Après le très beau succès rencontré par son équipe lors de la dernière course à Portimão, il nous est apparu plus que logique de commencer cette série d’interviews par Hervé Poncharal, qui plus est président de l’IRTA.


Hervé Poncharal, vous venez de vivre une fin de saison en apothéose dans ce qui n’est que la deuxième année d’un contrat de trois avec KTM. Pensez-vous que cela était possible d’obtenir deux victoires en MotoGP des cette saison intermédiaire, alors que la première marche du podium vous avait jusqu’à présent toujours échappé en catégorie reine ?

Hervé Poncharal : « Je ne vais pas vous mentir : si on m’avait dit au début de la saison 2019 qu’on en serait là, fin 2020, je vous aurais pris pour un doux rêveur ou un optimiste forcené.

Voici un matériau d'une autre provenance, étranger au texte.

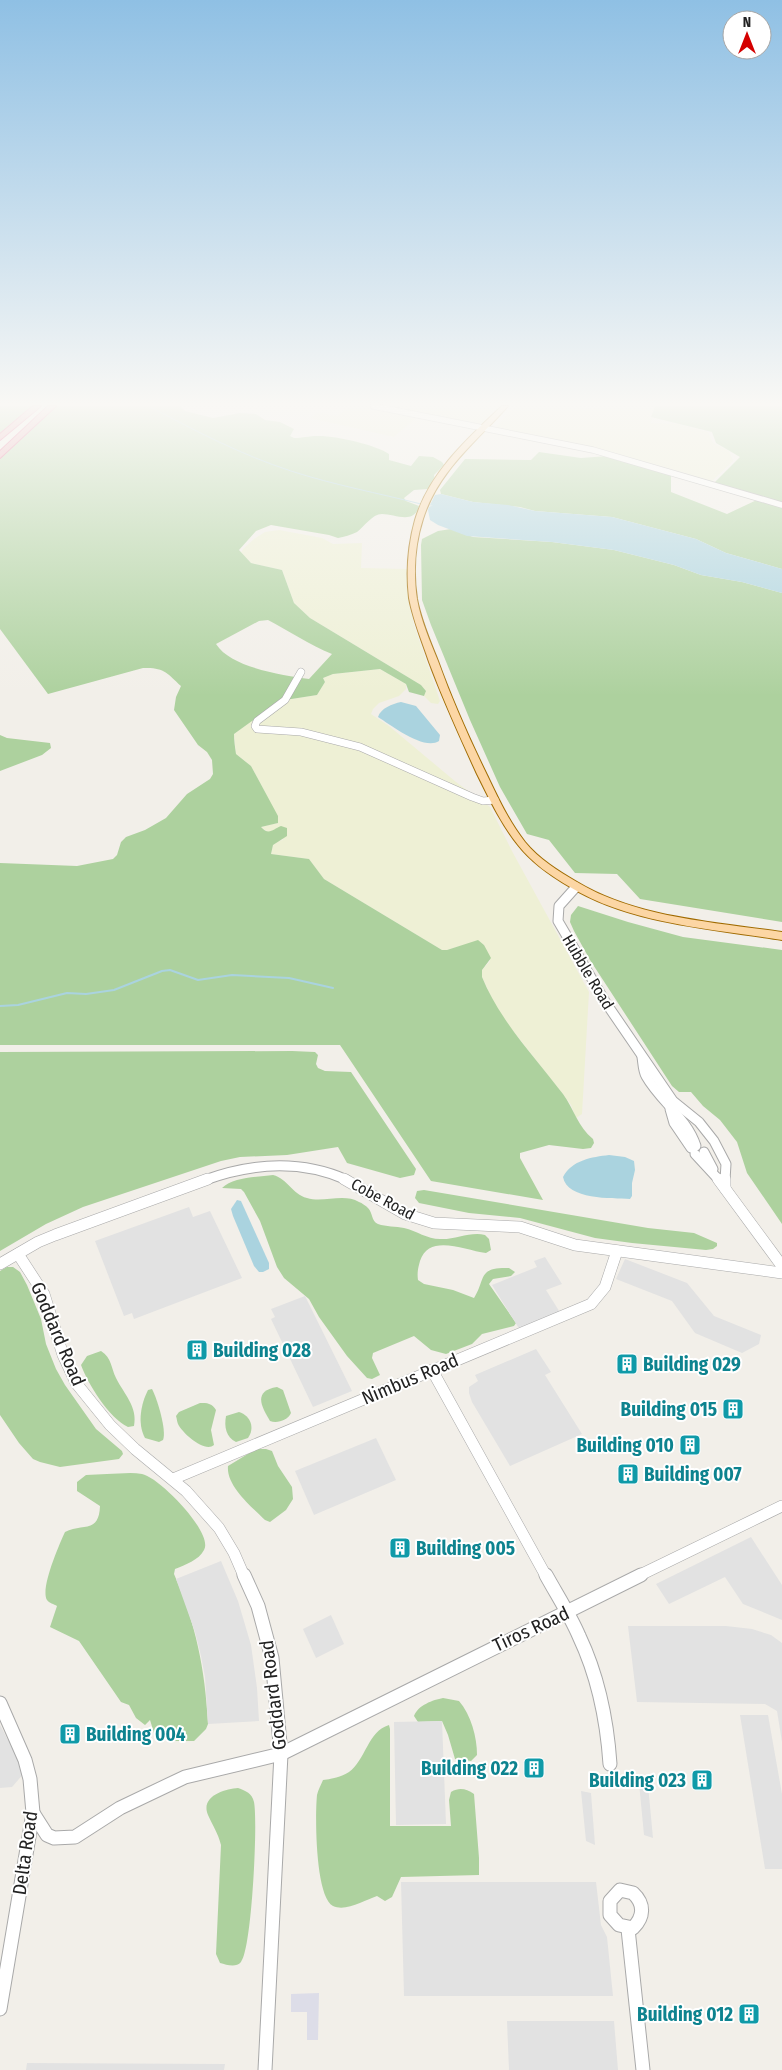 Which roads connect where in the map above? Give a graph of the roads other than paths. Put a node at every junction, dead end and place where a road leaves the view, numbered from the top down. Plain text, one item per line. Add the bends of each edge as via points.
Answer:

Il est vrai que lors des premiers tours de roues sur la KTM pendant l’intersaison 2018/2019 nous ont fait toucher du doigt le fait qu’il y avait encore beaucoup de travail à faire sur cette moto. Mais même si on partait avec un rookie, Miguel Oliveira, et Hafiz Syahrin qui avait fait une année sur la Yamaha, on était confiant car on savait qu’il y avait beaucoup de choses qui allaient bouger. On savait aussi que le fait qu’il y avait quatre pilotes au lieu de deux jusqu’alors, allait aider, mais jamais on aurait pensé que la courbe d’évolution serait aussi rapide et aussi raide pour obtenir des résultats. C’est une très belle histoire ! D’ailleurs, beaucoup d’observateurs dans le paddock disent que la machine qui semble être le plus aboutie de l’extérieur, c’est celle qui a gagné le championnat, la Suzuki, mais que par contre celle qui a le plus progressé est la KTM. Tous ensemble, on a quand même gagné trois courses, et fait cinq podiums et deux pole positions, et la dernière course s’est terminée de manière magistrale, avec ce qu’on appelle le hat-trick : pole, record du tour et victoire en étant en tête du premier au dernier tour. Ça a été une démonstration incroyable et je dis toujours que des histoires comme ça, c’est un conte de fée ! »

« Le conte de fée n’est pas fini, mais terminer comme ça la dernière course du championnat 2020 pour la dernière course de notre pilote Miguel Oliveira chez Tech3, pour aussi le premier Grand Prix au Portugal sur le circuit de Portimão, ça donne des ailes, ça rend léger et ça fait oublier tous les moments difficiles qu’on a eu à vivre avec le confinement, avec le questionnement de savoir si on allait avoir des courses ou pas, et avec les trois courses d’affilée qui ne sont pas toujours très faciles à vivre. Franchement, dimanche, on n’était pas loin d’être les plus heureux du monde, mais même si maintenant on est rentré chez nous, personne n’est vraiment descendu de son nuage. »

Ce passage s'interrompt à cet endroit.